Frederick J. Bliss

Frederick Jones Bliss (18591937) was an American archaeologist. He was born in Mount Lebanon, Syria where his father, Daniel Bliss, was first a Congregational missionary and later president of the Syrian Protestant College, the future American University of Beirut. Frederick J. graduated from Amherst College (1880) and then taught at the Syrian Protestant College, thereafter attending Union Theological Seminary. After training under Flinders Petrie in Egypt, Bliss became involved with the Palestine Exploration Fund working in the field of Biblical archaeology at the site of Tell el-Hesi between 1894 and 1897, while cuncurrently leading an expedition that dug in Jerusalem. Between 1898 and 1900, along with R.A.S. Macalister, Bliss excavated several sites in the Shephelah region of modern Israel, helping to improve the chronology of the region.

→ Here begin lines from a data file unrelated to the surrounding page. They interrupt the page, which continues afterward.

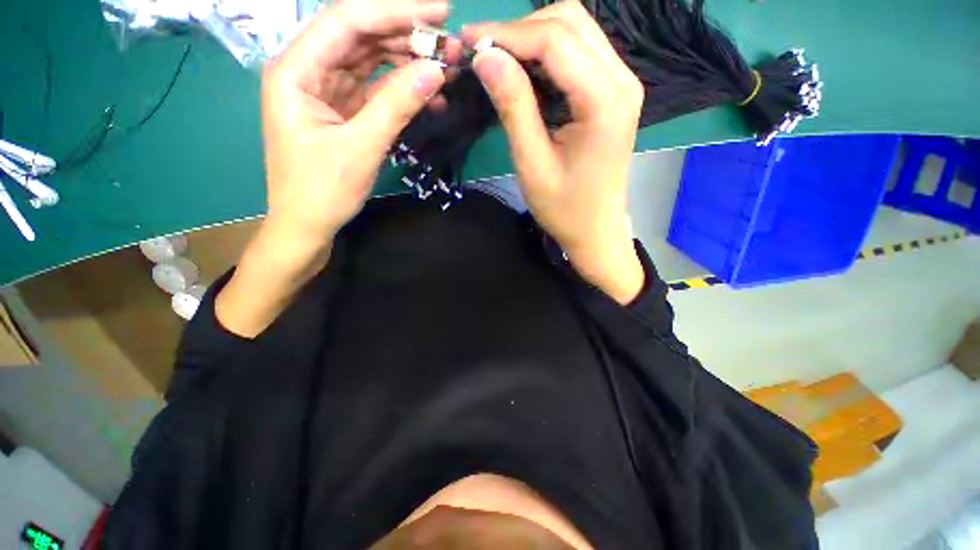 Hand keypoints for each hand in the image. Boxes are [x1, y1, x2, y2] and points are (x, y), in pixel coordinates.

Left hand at [217, 0, 449, 336]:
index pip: (348, 21)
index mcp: (295, 70)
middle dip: (406, 37)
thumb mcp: (362, 147)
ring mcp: (326, 91)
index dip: (395, 10)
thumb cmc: (323, 191)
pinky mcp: (342, 111)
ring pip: (370, 62)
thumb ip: (397, 105)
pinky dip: (400, 90)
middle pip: (361, 37)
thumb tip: (436, 71)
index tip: (440, 10)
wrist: (308, 225)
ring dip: (407, 64)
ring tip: (444, 69)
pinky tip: (427, 95)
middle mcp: (308, 71)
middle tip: (449, 44)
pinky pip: (374, 90)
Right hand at [464, 1, 645, 303]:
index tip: (468, 42)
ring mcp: (620, 84)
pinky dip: (547, 55)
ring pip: (575, 31)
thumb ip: (513, 106)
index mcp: (605, 101)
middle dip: (520, 30)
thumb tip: (485, 57)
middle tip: (482, 53)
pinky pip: (579, 54)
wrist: (595, 229)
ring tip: (498, 62)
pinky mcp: (612, 93)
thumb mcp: (532, 163)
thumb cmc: (564, 208)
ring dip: (532, 39)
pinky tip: (525, 75)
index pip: (555, 39)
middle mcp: (621, 80)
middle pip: (570, 21)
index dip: (507, 34)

His excavation reports appeared frequently in the Quarterly Statement of the Palestine Exploration Fund, and included the first jar handle stamped by one of the Hebron LMLK seals (in 1899 simultaneously the first one with a 4-winged icon) as well as the first complete MMST inscription (in 1900). He was dismissed as the head of the Fund in 1900 due to his ill health. After the publication of his and Macalister's Excavations in Palestine in 1902, he was not active in the field.